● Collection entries
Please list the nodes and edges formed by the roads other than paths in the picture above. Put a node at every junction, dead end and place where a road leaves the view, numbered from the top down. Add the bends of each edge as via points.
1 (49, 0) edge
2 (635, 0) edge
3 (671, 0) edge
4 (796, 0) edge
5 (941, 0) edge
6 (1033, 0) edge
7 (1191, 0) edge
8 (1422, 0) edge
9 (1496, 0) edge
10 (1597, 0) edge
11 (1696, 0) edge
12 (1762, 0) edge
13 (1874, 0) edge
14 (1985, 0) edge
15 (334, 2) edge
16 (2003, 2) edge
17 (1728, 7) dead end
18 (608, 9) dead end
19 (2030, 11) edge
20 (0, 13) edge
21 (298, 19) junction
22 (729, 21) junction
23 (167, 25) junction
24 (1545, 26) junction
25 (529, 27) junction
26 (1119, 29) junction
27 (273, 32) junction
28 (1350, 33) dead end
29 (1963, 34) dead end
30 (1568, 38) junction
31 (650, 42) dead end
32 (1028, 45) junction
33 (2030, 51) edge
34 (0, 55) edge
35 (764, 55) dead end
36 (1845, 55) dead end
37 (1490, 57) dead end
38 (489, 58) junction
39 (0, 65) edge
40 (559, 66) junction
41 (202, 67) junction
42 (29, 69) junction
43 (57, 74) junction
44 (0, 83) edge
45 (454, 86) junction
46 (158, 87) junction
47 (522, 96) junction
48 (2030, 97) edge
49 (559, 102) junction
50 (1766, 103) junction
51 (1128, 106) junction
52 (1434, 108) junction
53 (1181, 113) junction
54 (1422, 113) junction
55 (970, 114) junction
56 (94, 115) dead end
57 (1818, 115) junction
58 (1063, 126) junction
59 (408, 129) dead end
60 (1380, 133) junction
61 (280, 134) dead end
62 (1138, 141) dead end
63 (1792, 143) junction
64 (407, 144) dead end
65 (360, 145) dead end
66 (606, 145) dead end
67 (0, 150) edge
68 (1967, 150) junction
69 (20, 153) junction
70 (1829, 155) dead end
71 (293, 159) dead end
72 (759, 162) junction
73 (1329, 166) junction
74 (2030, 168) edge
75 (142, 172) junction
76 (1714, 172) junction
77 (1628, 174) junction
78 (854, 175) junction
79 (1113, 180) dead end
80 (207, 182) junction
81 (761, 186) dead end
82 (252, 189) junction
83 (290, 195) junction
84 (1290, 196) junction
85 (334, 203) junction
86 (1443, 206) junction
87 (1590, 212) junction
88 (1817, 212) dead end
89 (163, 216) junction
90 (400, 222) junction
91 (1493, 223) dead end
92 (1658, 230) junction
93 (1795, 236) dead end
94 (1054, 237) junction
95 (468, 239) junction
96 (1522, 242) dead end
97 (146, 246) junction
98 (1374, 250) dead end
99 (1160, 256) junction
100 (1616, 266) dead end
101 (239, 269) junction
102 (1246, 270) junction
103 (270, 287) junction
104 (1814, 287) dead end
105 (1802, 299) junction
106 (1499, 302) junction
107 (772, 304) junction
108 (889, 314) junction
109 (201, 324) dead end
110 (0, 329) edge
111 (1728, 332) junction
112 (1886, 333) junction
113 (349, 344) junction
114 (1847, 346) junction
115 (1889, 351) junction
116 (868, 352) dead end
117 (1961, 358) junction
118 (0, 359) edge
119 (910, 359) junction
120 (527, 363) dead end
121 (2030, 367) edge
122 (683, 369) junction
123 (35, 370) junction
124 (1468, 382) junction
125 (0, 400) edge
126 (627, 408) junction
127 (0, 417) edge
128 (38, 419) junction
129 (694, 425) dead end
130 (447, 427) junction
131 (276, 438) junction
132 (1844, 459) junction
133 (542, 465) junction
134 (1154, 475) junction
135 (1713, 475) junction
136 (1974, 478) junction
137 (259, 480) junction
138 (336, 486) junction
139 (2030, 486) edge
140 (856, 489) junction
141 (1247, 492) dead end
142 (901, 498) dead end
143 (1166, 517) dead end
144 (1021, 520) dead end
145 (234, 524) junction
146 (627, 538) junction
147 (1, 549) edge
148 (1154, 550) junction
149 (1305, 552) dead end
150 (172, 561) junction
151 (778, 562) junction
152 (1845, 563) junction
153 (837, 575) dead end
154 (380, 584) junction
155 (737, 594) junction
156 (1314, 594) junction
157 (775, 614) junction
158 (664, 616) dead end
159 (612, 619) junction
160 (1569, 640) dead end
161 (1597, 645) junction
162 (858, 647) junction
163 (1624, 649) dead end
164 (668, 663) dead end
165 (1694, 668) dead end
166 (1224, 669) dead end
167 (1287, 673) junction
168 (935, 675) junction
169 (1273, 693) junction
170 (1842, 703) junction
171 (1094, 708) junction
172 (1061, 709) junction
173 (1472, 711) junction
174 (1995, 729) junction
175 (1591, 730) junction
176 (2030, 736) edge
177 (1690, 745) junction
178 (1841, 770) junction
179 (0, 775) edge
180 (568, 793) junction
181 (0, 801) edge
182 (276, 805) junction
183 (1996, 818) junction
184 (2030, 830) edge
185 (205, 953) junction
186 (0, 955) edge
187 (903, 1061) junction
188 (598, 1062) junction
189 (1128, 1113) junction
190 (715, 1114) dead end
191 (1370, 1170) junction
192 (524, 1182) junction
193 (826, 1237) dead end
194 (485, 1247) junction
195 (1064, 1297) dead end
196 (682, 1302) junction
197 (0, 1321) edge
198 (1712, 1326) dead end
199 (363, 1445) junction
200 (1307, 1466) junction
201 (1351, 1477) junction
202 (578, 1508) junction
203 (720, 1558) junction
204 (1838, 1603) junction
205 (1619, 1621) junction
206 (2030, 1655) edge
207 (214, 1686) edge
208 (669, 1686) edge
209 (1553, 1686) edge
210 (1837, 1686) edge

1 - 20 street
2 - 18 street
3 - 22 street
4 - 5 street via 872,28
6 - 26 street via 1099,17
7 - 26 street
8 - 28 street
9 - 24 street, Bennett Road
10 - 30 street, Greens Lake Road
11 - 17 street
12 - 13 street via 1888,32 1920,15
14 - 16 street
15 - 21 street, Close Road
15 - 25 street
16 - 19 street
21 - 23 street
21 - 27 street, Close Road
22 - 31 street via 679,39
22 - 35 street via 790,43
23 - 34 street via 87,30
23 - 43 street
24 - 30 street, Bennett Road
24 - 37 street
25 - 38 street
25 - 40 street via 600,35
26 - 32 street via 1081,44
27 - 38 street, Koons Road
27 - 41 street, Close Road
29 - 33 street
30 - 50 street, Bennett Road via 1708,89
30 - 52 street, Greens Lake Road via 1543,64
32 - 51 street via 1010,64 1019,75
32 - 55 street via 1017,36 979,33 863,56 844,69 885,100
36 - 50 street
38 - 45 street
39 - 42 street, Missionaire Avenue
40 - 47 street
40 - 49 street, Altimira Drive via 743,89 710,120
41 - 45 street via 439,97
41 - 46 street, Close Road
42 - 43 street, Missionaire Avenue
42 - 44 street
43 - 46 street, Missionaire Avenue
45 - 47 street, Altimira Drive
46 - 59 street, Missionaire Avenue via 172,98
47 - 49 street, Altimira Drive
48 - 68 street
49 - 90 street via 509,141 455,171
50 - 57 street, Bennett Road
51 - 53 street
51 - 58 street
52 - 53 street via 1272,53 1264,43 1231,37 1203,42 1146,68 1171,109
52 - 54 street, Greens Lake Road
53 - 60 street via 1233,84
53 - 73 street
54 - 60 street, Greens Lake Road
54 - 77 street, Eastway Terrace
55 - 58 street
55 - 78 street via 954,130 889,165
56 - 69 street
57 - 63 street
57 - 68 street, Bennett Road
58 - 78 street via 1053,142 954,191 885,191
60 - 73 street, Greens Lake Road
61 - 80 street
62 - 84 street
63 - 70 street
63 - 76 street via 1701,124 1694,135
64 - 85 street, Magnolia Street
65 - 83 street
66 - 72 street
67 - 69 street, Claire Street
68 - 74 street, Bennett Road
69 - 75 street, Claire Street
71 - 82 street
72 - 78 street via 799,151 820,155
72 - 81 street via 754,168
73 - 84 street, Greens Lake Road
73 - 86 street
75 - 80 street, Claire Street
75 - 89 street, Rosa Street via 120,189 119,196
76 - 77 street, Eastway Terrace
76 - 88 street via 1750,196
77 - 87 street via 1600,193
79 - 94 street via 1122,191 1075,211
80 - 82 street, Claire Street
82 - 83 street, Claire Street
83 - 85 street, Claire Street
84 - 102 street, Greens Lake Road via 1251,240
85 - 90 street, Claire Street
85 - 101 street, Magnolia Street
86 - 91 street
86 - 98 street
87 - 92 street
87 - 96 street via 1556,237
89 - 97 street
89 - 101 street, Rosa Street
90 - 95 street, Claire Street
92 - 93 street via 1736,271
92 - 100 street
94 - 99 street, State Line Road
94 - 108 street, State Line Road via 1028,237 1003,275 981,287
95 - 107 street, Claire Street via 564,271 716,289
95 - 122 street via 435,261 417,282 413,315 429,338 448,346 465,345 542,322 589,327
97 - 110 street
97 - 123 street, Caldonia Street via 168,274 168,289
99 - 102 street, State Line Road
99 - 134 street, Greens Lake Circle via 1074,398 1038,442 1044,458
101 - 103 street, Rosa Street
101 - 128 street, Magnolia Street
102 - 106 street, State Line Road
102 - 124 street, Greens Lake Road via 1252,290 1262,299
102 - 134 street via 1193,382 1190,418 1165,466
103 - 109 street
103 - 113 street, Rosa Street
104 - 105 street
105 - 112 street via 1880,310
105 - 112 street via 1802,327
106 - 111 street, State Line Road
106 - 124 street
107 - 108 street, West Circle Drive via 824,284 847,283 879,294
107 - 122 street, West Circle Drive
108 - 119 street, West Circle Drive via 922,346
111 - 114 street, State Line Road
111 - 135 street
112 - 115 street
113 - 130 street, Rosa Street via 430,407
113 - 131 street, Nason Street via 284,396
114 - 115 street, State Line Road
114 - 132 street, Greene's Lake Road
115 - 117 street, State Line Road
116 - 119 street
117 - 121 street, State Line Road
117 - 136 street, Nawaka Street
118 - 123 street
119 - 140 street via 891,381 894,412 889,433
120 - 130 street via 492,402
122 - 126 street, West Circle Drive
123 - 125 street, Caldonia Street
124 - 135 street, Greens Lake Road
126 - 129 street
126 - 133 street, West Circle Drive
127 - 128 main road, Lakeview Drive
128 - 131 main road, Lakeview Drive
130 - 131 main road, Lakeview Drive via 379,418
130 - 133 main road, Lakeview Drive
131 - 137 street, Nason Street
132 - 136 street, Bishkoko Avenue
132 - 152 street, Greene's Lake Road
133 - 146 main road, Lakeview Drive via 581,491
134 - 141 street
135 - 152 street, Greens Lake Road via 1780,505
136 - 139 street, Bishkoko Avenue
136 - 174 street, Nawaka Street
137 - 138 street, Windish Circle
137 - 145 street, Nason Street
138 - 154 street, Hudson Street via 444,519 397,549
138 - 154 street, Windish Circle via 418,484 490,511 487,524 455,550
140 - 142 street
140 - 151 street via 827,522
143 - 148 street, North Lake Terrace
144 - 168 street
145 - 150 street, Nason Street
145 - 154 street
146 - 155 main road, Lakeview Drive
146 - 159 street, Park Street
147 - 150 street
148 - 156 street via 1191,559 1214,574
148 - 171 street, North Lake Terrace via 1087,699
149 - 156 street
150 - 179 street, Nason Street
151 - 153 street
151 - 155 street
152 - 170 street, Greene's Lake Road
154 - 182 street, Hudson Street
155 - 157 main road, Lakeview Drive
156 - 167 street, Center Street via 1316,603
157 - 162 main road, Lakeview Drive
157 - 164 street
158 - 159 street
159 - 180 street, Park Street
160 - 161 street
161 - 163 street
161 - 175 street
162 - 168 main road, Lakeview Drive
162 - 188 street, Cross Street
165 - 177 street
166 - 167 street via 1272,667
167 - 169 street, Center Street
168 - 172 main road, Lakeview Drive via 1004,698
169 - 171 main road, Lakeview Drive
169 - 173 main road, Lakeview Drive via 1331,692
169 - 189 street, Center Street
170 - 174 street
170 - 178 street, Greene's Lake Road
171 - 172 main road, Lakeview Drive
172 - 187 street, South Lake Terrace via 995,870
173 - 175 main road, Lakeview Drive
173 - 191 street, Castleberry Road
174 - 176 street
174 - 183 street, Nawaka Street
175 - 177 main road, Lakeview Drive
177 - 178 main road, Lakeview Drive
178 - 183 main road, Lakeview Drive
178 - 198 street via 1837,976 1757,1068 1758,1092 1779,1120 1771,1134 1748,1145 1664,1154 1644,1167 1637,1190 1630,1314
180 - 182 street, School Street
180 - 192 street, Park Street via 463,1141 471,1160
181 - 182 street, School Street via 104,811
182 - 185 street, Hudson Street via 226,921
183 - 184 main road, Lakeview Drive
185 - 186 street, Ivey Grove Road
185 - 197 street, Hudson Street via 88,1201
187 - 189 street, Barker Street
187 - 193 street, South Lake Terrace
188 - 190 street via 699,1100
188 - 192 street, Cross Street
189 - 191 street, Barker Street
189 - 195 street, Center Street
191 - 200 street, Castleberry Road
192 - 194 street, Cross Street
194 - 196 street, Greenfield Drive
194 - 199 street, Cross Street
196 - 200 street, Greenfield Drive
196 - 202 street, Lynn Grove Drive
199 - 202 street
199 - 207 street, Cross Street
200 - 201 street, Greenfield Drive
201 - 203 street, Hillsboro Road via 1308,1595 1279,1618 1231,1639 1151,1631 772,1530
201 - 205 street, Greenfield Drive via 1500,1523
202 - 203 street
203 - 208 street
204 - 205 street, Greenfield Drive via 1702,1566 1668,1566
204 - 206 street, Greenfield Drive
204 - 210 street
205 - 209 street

● Problem
Examine the records and pull out every line where the string "Nawaka" occurs.

● Response
117 - 136 street, Nawaka Street
136 - 174 street, Nawaka Street
174 - 183 street, Nawaka Street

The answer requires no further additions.